Records excerpted from a collection
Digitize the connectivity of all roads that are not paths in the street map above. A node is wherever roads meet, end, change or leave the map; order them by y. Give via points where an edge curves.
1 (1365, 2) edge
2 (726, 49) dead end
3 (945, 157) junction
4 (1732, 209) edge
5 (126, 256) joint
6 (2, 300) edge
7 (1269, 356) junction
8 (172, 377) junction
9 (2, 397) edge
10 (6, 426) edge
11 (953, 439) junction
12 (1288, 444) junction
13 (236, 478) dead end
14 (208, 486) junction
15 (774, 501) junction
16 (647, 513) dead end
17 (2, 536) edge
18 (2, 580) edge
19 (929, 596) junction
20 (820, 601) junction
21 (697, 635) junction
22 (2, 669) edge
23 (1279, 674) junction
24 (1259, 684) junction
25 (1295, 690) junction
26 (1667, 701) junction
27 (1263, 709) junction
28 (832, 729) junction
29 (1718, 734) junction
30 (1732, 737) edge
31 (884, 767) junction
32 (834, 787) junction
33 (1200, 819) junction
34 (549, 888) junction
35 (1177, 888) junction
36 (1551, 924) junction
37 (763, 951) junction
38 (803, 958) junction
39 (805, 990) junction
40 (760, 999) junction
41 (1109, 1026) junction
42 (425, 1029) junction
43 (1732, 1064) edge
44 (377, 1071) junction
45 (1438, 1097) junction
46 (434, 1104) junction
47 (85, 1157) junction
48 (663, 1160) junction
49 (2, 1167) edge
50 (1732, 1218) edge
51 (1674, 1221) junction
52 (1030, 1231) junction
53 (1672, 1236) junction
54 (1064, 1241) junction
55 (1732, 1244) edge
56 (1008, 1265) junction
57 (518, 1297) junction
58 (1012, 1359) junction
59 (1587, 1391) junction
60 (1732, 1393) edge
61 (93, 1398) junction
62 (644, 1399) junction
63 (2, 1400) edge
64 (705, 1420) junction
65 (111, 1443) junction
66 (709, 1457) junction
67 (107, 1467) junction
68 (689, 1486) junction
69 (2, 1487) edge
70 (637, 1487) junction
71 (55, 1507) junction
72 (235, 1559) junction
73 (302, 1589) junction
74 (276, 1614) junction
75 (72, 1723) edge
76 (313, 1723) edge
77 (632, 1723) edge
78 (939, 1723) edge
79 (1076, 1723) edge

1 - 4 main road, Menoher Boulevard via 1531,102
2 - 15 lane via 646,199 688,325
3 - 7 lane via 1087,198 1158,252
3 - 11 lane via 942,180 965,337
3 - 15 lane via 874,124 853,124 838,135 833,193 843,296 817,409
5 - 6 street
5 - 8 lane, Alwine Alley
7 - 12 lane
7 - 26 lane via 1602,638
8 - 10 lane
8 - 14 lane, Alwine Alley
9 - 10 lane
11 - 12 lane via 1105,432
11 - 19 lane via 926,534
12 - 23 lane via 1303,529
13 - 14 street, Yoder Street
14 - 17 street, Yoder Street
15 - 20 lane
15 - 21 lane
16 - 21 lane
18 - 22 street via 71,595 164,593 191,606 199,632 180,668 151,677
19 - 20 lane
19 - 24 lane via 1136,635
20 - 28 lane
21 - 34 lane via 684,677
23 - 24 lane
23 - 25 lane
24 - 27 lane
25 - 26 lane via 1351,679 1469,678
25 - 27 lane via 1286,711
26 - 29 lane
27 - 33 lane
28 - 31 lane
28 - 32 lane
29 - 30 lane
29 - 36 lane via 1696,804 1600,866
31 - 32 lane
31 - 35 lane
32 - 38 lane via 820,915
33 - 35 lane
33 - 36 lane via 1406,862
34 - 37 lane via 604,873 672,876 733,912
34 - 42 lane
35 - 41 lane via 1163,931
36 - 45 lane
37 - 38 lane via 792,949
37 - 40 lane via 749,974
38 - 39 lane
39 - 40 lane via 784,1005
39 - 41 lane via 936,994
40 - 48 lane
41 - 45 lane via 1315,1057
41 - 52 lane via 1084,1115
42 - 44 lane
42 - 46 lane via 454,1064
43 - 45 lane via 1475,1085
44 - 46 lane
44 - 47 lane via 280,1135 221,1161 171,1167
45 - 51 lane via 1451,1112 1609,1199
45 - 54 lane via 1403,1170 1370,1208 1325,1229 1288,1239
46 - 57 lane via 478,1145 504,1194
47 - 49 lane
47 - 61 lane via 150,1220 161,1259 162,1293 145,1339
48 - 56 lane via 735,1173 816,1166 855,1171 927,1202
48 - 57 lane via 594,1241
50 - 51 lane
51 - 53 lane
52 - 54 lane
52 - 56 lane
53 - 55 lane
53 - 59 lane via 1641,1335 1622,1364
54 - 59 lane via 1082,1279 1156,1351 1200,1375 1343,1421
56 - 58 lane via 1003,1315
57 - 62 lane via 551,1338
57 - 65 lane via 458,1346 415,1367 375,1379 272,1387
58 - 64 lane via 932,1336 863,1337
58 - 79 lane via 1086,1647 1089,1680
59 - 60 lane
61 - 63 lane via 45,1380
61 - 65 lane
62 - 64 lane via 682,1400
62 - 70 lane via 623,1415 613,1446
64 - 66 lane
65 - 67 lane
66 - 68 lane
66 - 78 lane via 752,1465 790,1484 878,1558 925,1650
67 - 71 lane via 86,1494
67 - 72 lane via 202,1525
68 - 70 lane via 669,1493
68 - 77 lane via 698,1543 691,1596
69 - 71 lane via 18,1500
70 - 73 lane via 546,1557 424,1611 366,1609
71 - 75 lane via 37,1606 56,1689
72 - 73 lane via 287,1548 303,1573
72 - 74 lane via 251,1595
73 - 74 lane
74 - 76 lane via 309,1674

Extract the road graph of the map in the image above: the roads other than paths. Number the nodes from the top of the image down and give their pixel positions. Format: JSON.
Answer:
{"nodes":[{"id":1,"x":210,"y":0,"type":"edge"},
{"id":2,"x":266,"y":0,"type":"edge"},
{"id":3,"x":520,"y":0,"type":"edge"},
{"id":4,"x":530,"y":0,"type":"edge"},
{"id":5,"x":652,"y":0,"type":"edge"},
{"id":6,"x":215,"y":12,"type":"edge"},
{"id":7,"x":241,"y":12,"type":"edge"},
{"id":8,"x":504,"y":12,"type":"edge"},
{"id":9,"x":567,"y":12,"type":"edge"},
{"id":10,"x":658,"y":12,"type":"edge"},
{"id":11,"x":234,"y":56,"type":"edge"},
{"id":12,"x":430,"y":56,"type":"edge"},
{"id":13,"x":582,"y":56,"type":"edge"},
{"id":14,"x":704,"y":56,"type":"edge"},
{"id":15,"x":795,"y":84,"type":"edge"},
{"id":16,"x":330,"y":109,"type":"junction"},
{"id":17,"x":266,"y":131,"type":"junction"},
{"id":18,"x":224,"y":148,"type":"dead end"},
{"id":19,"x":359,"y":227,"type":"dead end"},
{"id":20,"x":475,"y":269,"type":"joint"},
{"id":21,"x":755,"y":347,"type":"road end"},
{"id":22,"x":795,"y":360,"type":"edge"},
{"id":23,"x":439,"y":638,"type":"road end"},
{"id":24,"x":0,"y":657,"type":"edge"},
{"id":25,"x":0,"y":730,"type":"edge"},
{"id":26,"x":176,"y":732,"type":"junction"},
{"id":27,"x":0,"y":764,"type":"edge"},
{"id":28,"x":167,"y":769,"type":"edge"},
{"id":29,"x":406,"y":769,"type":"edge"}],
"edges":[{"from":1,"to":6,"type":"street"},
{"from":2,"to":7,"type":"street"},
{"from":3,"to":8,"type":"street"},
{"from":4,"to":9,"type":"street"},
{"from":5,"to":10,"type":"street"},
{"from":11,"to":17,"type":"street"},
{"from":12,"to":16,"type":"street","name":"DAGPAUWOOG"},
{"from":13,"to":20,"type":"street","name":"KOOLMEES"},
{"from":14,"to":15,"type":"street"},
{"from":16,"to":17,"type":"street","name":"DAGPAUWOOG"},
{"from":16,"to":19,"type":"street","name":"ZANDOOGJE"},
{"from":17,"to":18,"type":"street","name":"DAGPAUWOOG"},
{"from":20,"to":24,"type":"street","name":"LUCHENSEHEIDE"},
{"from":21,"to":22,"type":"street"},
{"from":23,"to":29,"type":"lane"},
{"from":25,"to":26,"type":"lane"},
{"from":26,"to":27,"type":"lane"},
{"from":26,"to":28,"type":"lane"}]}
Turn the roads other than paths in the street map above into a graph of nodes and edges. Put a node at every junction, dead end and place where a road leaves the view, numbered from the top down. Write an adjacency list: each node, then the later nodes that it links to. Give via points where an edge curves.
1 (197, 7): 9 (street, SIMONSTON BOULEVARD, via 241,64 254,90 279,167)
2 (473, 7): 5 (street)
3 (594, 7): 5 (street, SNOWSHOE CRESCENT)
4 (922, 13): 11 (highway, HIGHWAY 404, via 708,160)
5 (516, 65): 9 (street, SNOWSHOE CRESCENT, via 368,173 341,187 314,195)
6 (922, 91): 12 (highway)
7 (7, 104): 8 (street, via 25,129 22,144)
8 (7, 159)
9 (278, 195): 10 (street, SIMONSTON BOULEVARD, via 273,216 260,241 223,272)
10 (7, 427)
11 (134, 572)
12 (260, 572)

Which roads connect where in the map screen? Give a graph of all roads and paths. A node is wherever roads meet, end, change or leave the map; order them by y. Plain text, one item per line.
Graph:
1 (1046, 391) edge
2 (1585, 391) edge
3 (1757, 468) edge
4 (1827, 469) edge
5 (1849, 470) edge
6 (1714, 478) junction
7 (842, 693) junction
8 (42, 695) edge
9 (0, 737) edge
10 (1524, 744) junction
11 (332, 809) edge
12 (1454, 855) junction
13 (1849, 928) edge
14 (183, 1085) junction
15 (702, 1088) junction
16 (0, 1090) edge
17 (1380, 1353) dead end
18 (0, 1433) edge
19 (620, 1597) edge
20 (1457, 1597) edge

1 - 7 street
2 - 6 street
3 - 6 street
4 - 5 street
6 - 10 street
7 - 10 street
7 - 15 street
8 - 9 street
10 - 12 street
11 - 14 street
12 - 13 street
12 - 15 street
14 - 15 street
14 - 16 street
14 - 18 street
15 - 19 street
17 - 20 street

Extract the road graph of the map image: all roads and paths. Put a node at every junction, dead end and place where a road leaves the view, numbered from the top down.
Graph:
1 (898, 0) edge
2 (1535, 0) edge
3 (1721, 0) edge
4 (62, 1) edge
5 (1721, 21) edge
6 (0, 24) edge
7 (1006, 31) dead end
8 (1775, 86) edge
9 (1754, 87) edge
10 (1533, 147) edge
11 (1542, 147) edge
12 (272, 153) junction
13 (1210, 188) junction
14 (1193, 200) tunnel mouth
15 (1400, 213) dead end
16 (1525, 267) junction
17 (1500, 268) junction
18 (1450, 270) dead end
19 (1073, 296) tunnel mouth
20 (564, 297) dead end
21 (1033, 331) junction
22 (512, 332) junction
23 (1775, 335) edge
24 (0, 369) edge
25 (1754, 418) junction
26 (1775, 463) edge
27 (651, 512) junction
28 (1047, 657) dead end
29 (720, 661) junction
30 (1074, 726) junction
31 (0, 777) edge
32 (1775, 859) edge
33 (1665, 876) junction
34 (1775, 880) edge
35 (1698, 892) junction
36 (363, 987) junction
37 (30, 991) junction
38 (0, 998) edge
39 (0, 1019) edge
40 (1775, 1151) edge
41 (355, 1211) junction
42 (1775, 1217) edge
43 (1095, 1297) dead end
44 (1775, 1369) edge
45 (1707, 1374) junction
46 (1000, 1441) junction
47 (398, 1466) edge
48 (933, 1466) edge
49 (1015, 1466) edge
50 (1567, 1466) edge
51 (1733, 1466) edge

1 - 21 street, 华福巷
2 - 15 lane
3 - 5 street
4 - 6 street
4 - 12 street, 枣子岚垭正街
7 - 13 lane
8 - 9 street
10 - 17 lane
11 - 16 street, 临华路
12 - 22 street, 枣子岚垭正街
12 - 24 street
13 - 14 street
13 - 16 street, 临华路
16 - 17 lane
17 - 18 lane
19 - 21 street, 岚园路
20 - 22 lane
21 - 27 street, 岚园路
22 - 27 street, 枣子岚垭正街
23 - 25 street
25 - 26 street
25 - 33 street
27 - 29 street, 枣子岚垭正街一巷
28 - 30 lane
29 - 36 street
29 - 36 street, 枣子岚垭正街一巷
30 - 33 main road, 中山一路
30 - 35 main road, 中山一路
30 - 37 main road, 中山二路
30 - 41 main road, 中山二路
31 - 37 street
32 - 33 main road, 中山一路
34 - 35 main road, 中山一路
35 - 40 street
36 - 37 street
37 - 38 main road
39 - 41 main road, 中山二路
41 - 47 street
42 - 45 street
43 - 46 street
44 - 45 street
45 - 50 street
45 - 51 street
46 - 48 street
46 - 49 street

▸ Exercise aim
Extract from the records above the lines from the one containing "Which roads connect" to the one containing "Extract the road graph of the map image: all", both lines included, exactly as they appear and with nothing else.

▸ Result of the task
Which roads connect where in the map screen? Give a graph of all roads and paths. A node is wherever roads meet, end, change or leave the map; order them by y. Plain text, one item per line.
Graph:
1 (1046, 391) edge
2 (1585, 391) edge
3 (1757, 468) edge
4 (1827, 469) edge
5 (1849, 470) edge
6 (1714, 478) junction
7 (842, 693) junction
8 (42, 695) edge
9 (0, 737) edge
10 (1524, 744) junction
11 (332, 809) edge
12 (1454, 855) junction
13 (1849, 928) edge
14 (183, 1085) junction
15 (702, 1088) junction
16 (0, 1090) edge
17 (1380, 1353) dead end
18 (0, 1433) edge
19 (620, 1597) edge
20 (1457, 1597) edge

1 - 7 street
2 - 6 street
3 - 6 street
4 - 5 street
6 - 10 street
7 - 10 street
7 - 15 street
8 - 9 street
10 - 12 street
11 - 14 street
12 - 13 street
12 - 15 street
14 - 15 street
14 - 16 street
14 - 18 street
15 - 19 street
17 - 20 street

Extract the road graph of the map image: all roads and paths. Put a node at every junction, dead end and place where a road leaves the view, numbered from the top down.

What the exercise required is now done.